The first time we tried it, the camera was telling us to adjust to the right while it seemed we should be going left. Then we discovered the button that reversed the image so your brain and the camera can come to terms (!). Our only complaint is that we wish we had had this thing for those several hundred times we were forced to rely on a spotter with sketchy depth perception and even worse hand signals.
Photo courtesy of IBALL
An aluminum jack
The wedge-shaped aluminum EZ Jack (available from Cabelas) is perfect for trailers with tandem wheels. First, loosen the lug nuts on the flat tire. Then wedge the EZ Jack under the good front tire and pull the entire trailer forward (or place it on the back wheel and drive backward if it’s a flat front tire). Then chock the opposite side. Swap out the tires, then toss the lightweight jack (9 lbs.) back in your truck and you’re good to go.

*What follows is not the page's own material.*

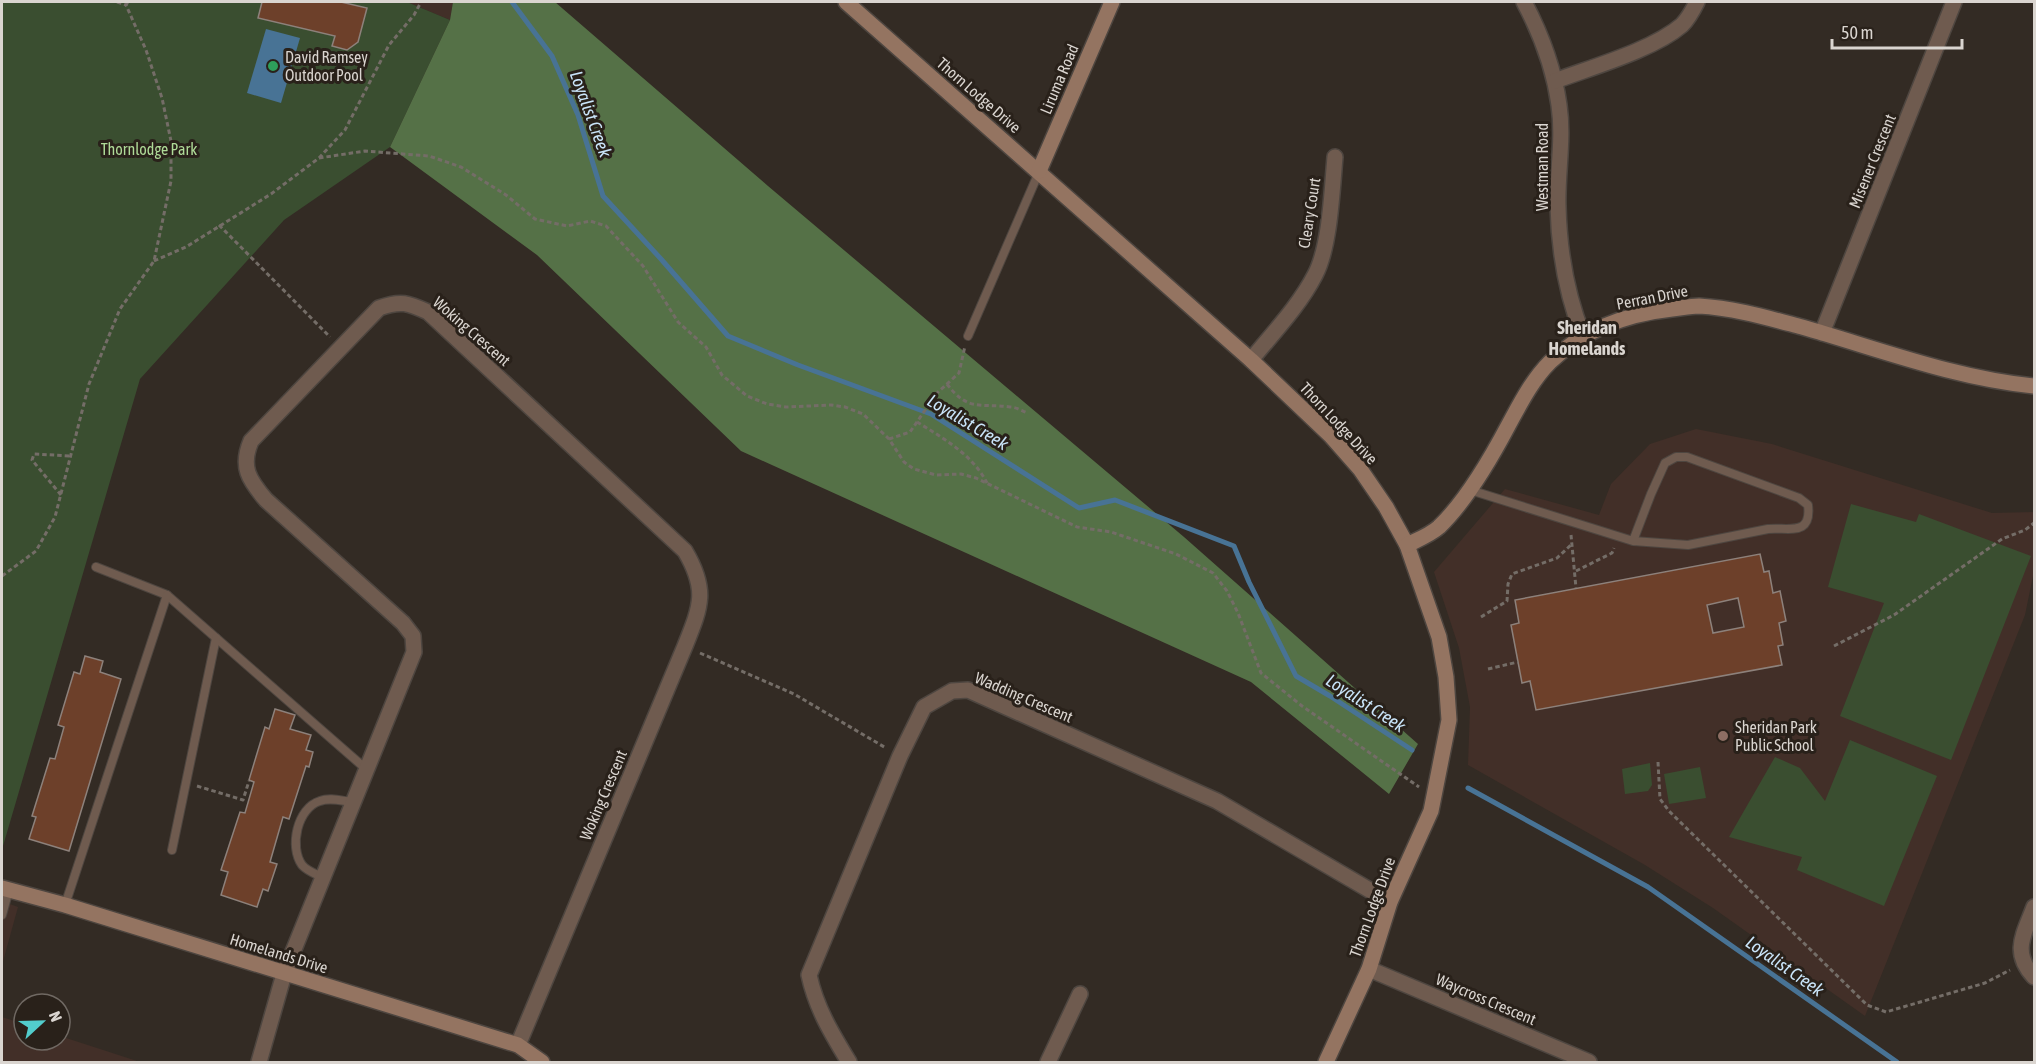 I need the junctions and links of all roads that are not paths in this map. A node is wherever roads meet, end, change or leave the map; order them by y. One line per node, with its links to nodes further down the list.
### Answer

Trailer lights for emergencies
If you own any type of trailer, there’s taillight trouble in your future. And if you’re lucky, you’ll only get a ticket some dark night instead of an F-350 up your rear. But if you’re smart, you’ll keep a battery-powered bicycle taillight in your trunk. When a taillight fails, strap the bike light to your trailer, where it will alert tailgaters (and hopefully ward off cops). Don’t push your luck, though. Fix the problem ASAP.
And one more thing: Be sure you have a spare tire and a wrench for the lug nuts on your trailer wheels—don’t expect your truck’s lug wrench to fit.
Step up to your trailer
Your tailgate’s down and you’ve got a load to place and secure. That’s where the HitchMate Truck Step comes in handy. Just slide it into any standard 2-in. trailer hitch receiver and insert the lock pin. Release the spring-loaded retainer knob and pull the bar out all the way. The bar extends 23-1/2 in., so the step is located right where you need it—at the end of your open tailgate. When you’re done, simply flip up the step, pull the retaining pin, and stow the entire unit under your truck bed.
Remove a stuck ball mount
When the ball mount on your trailer hitch is rusted in place, don’t whack at it with a sledgehammer. Here’s what to do instead. Buy a can of CRC Freeze Off penetrating spray, an air chisel and a hammer bit.

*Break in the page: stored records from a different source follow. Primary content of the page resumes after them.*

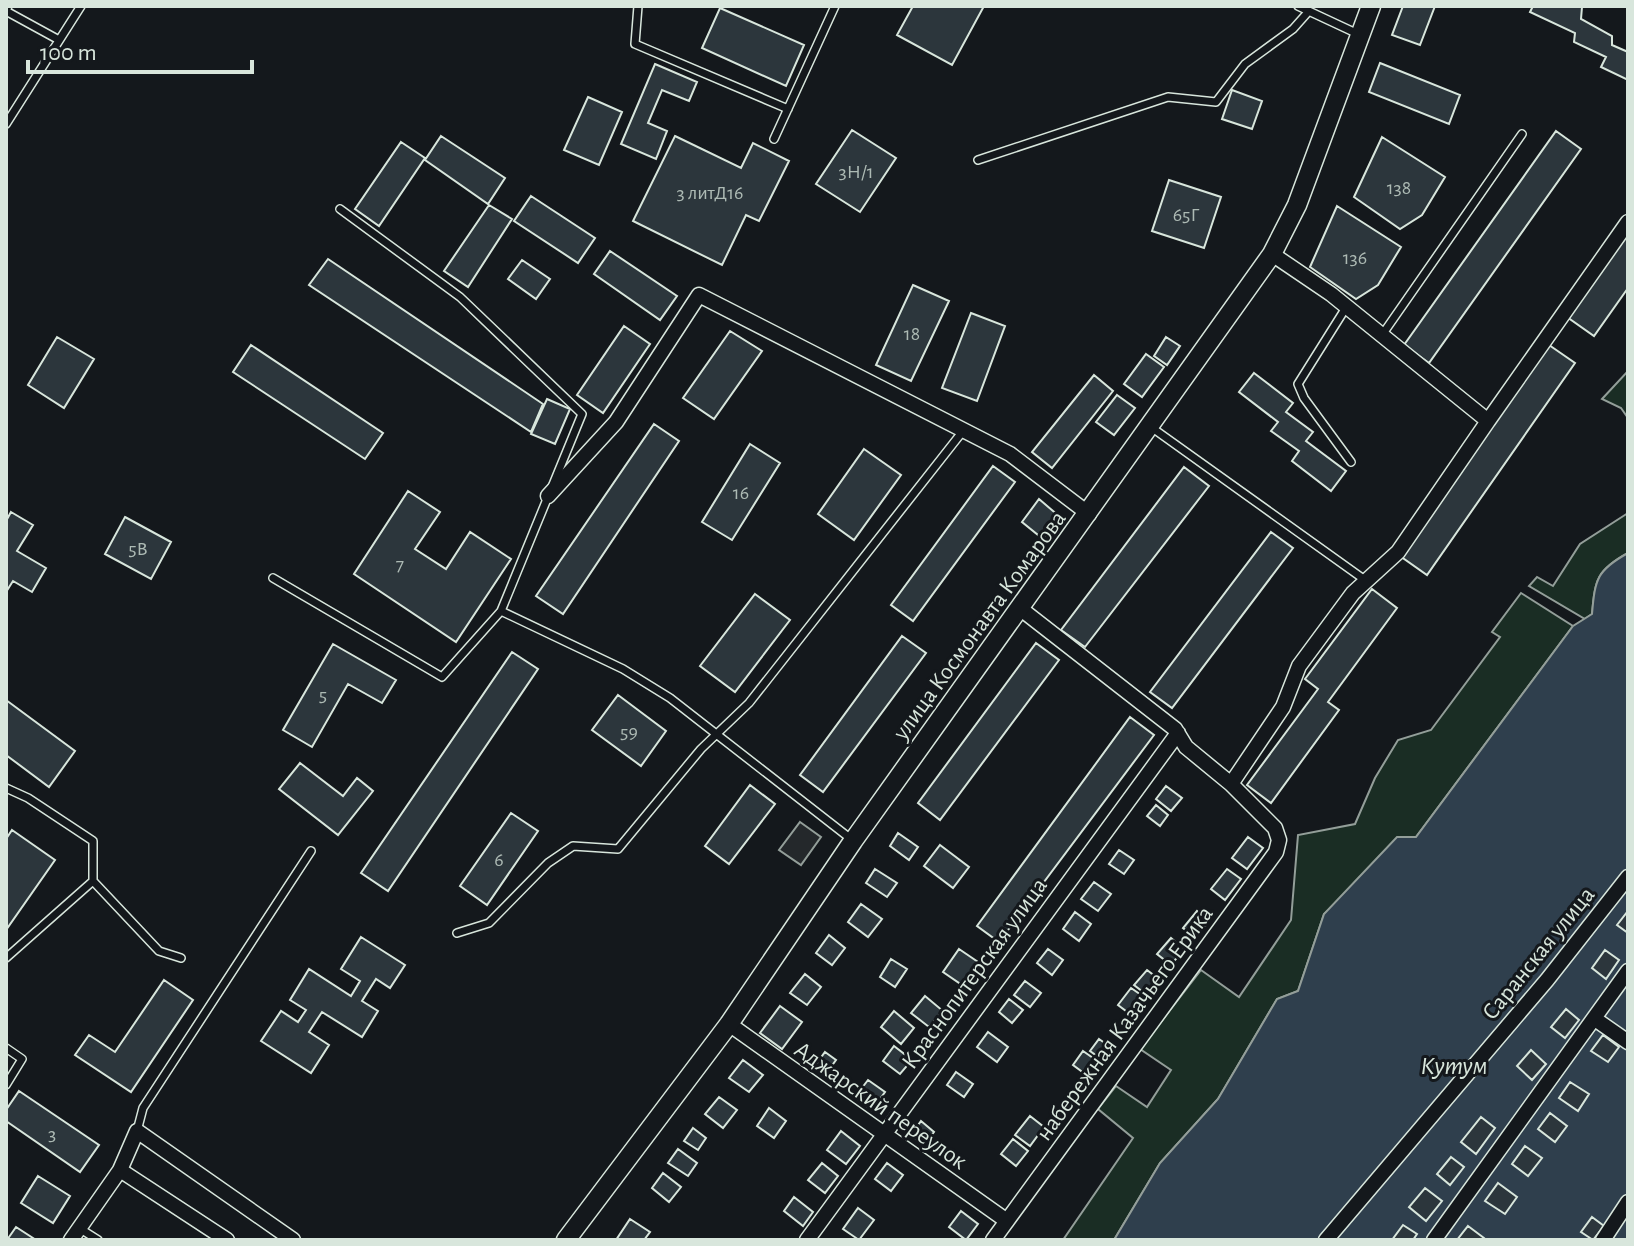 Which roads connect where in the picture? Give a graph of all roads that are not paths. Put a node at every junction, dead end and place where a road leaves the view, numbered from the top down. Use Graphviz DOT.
graph roads {
  1 [pos="8,6"];
  2 [pos="81,6"];
  3 [pos="638,6"];
  4 [pos="835,6"];
  5 [pos="1298,6"];
  6 [pos="1371,6"];
  7 [pos="1309,11"];
  8 [pos="1360,35"];
  9 [pos="59,40"];
  10 [pos="788,109"];
  11 [pos="6,124"];
  12 [pos="1522,134"];
  13 [pos="774,139"];
  14 [pos="978,160"];
  15 [pos="340,209"];
  16 [pos="1628,222"];
  17 [pos="1272,254"];
  18 [pos="1347,306"];
  19 [pos="1382,335"];
  20 [pos="1488,421"];
  21 [pos="1151,427"];
  22 [pos="963,431"];
  23 [pos="1351,462"];
  24 [pos="548,496"];
  25 [pos="1089,514"];
  26 [pos="273,578"];
  27 [pos="1365,580"];
  28 [pos="1021,609"];
  29 [pos="501,611"];
  30 [pos="1178,733"];
  31 [pos="716,735"];
  32 [pos="1231,784"];
  33 [pos="6,788"];
  34 [pos="853,841"];
  35 [pos="311,851"];
  36 [pos="1628,877"];
  37 [pos="93,881"];
  38 [pos="457,933"];
  39 [pos="6,958"];
  40 [pos="181,958"];
  41 [pos="1628,971"];
  42 [pos="1595,1019"];
  43 [pos="729,1024"];
  44 [pos="1628,1042"];
  45 [pos="6,1048"];
  46 [pos="6,1085"];
  47 [pos="137,1131"];
  48 [pos="883,1134"];
  49 [pos="120,1170"];
  50 [pos="1628,1202"];
  51 [pos="1007,1221"];
  52 [pos="75,1234"];
  53 [pos="98,1240"];
  54 [pos="227,1240"];
  55 [pos="293,1240"];
  56 [pos="566,1240"];
  57 [pos="807,1240"];
  58 [pos="993,1240"];
  59 [pos="1326,1240"];
  60 [pos="1434,1240"];
  61 [pos="1603,1240"];
  1 -- 9 [label="lane"];
  2 -- 9 [label="lane"];
  3 -- 10 [label="lane"];
  4 -- 10 [label="lane"];
  5 -- 7 [label="lane"];
  6 -- 8 [label="main road, улица Космонавта Комарова"];
  7 -- 8 [label="lane"];
  7 -- 14 [label="lane"];
  8 -- 17 [label="main road, улица Космонавта Комарова"];
  9 -- 11 [label="lane"];
  10 -- 13 [label="lane"];
  12 -- 19 [label="lane"];
  15 -- 24 [label="lane"];
  16 -- 20 [label="street"];
  17 -- 18 [label="street"];
  17 -- 21 [label="main road, улица Космонавта Комарова"];
  18 -- 19 [label="street"];
  18 -- 23 [label="lane"];
  19 -- 20 [label="street"];
  20 -- 27 [label="street"];
  21 -- 25 [label="main road, улица Космонавта Комарова"];
  21 -- 27 [label="lane"];
  22 -- 24 [label="street"];
  22 -- 25 [label="street"];
  22 -- 31 [label="lane"];
  24 -- 29 [label="lane"];
  25 -- 28 [label="main road, улица Космонавта Комарова"];
  26 -- 29 [label="lane"];
  27 -- 32 [label="street"];
  28 -- 30 [label="street"];
  28 -- 34 [label="main road, улица Космонавта Комарова"];
  29 -- 31 [label="lane"];
  30 -- 32 [label="street"];
  30 -- 48 [label="street, Краснопитерская улица"];
  31 -- 34 [label="lane"];
  31 -- 38 [label="lane"];
  32 -- 51 [label="street, набережная Казачьего Ерика"];
  33 -- 37 [label="lane"];
  34 -- 43 [label="main road, улица Космонавта Комарова"];
  35 -- 47 [label="lane"];
  36 -- 59 [label="street, Саранская улица"];
  37 -- 39 [label="lane"];
  37 -- 40 [label="lane"];
  41 -- 42 [label="street"];
  42 -- 44 [label="street"];
  42 -- 60 [label="street"];
  43 -- 48 [label="street, Аджарский переулок"];
  43 -- 56 [label="main road, улица Космонавта Комарова"];
  45 -- 46 [label="lane"];
  47 -- 49 [label="street"];
  47 -- 55 [label="street"];
  48 -- 51 [label="street, Аджарский переулок"];
  48 -- 57 [label="street, Краснопитерская улица"];
  49 -- 52 [label="street"];
  49 -- 54 [label="street"];
  50 -- 61 [label="street"];
  51 -- 58 [label="street, набережная Казачьего Ерика"];
  52 -- 53 [label="lane"];
}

Spray the opening to the hitch receiver. This newest style of penetrating fluid chills the metal, causing it to contract to help break the rust seal. Then use the air chisel fitted with the hammer bit to knock everything loose. The air hammer will break up the rust, spread the penetrant and free up the ball mount. Once it’s free, just tap the rusted ball mount out with a hammer. If you plan to reuse the rusty mount, coat it with a rust converter or waterproof marine grease.
Hardened steel trailer locks
Trailer thieves get quite a laugh out of coupler “latch locks.” They can cut them in an instant with even the smallest bolt cutter. Then they’re on their way with your trailer. If you want real protection, use a coupler lock that presents thieves with a real challenge. (Shown here is the Trimax Universal Coupler Lock.) Just insert the ball into the coupler and slide on the U-bracket. Unless the thief has the time to unbolt the entire coupler and install a new one, you’ll be well protected.
Stop trailer thieves
If you have a really expensive trailer, it pays to get an extra layer of protection by using a “boot”-style lock in addition to the coupler lock. There are many styles to choose from, but we liked this particular model (the Trimax TCL75 Wheel Chock Lock) because it doubles as a wheel chock to prevent the trailer from rolling. Just slide it onto the wheel and press in the lock cylinder.